(Your assignment) What is the number of lines in the records below holding the string "dead"? Reply with it and nothing else.

(Given entries)
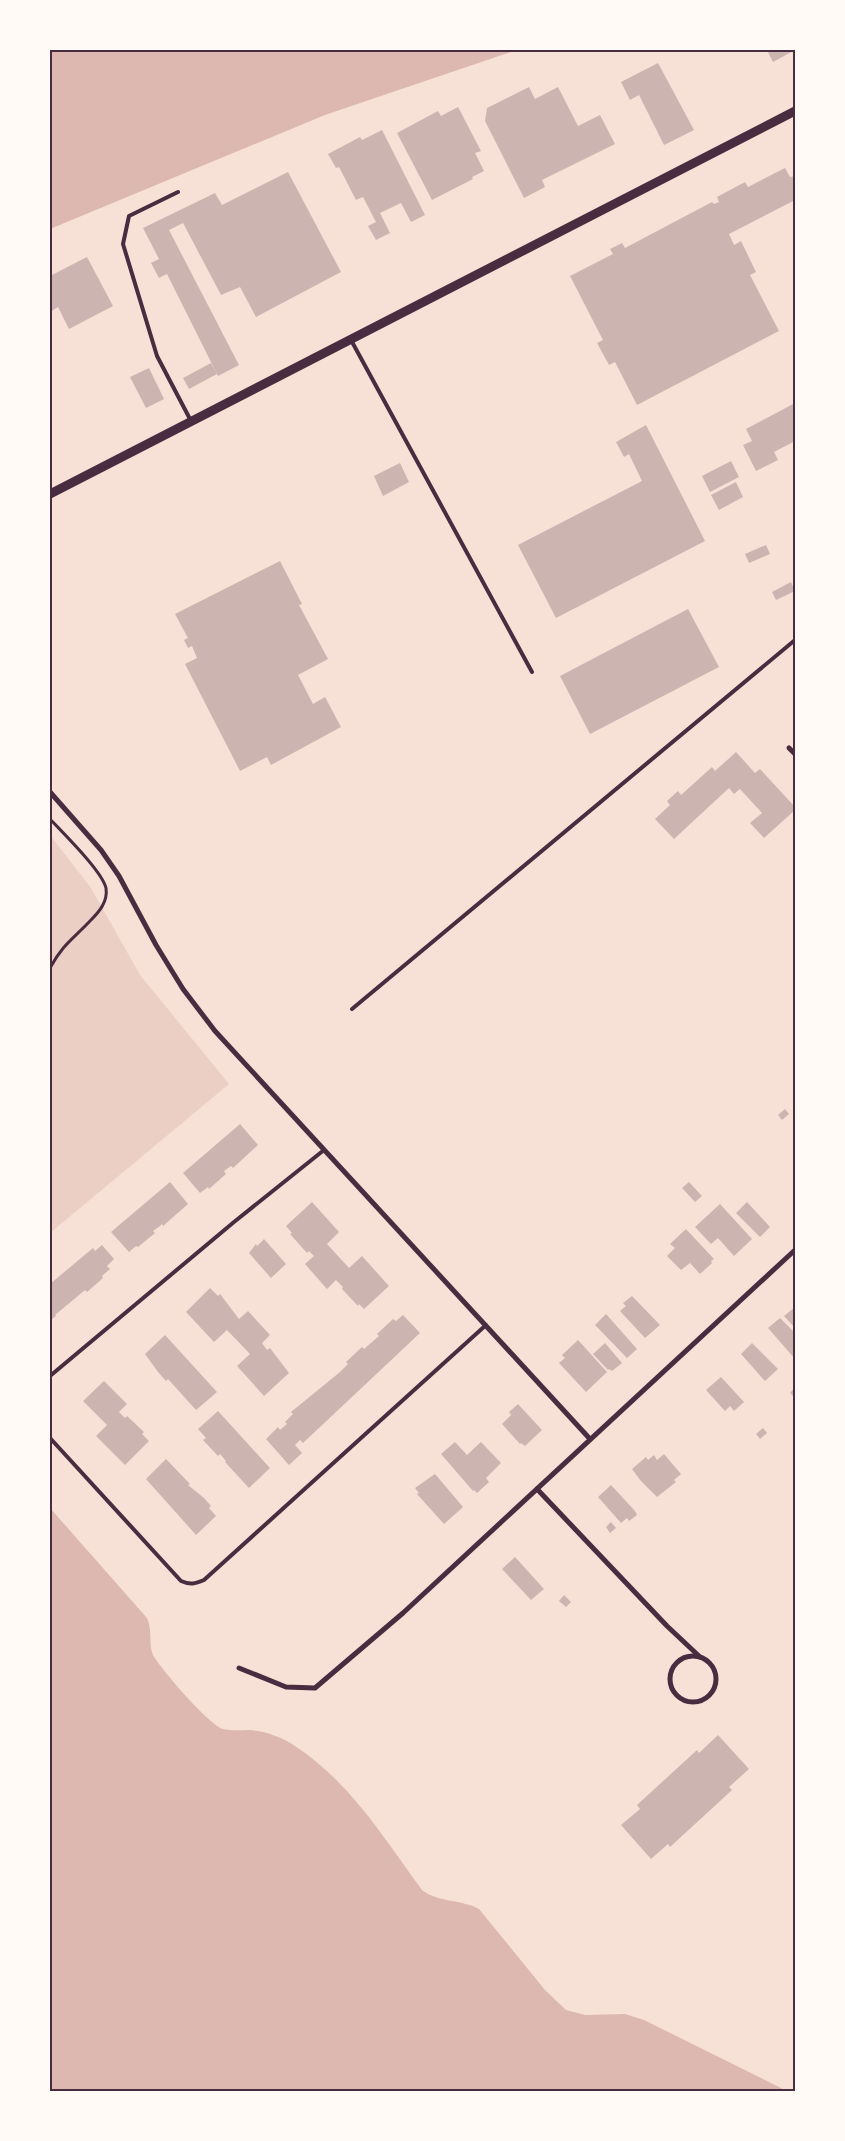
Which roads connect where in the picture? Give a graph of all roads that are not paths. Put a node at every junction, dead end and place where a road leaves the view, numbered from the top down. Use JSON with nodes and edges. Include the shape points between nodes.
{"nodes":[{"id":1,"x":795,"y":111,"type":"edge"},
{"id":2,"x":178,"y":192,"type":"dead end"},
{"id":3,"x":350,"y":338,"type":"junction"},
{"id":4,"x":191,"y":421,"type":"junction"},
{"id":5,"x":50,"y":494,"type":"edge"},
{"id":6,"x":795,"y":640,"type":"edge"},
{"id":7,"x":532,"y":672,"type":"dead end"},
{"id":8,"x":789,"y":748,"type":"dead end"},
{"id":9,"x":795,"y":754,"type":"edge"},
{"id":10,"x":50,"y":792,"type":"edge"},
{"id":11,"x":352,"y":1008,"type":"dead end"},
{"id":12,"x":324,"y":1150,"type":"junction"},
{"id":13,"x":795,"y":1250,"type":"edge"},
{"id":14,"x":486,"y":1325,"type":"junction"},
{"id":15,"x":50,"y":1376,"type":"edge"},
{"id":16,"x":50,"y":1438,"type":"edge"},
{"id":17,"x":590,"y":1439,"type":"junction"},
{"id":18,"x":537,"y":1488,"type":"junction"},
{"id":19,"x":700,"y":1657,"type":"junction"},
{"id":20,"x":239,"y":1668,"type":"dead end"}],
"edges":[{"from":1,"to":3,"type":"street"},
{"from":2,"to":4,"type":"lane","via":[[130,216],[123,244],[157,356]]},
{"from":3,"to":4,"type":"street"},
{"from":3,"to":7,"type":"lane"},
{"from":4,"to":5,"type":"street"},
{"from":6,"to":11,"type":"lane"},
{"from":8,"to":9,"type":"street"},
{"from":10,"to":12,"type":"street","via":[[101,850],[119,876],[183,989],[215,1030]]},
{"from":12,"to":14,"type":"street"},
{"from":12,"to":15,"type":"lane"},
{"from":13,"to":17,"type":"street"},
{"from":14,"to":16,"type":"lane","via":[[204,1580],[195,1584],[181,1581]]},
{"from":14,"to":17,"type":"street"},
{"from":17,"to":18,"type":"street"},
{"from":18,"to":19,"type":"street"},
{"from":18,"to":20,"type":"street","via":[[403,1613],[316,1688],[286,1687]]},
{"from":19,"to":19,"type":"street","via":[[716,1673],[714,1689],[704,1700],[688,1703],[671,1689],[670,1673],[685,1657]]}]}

(Problem solution) 6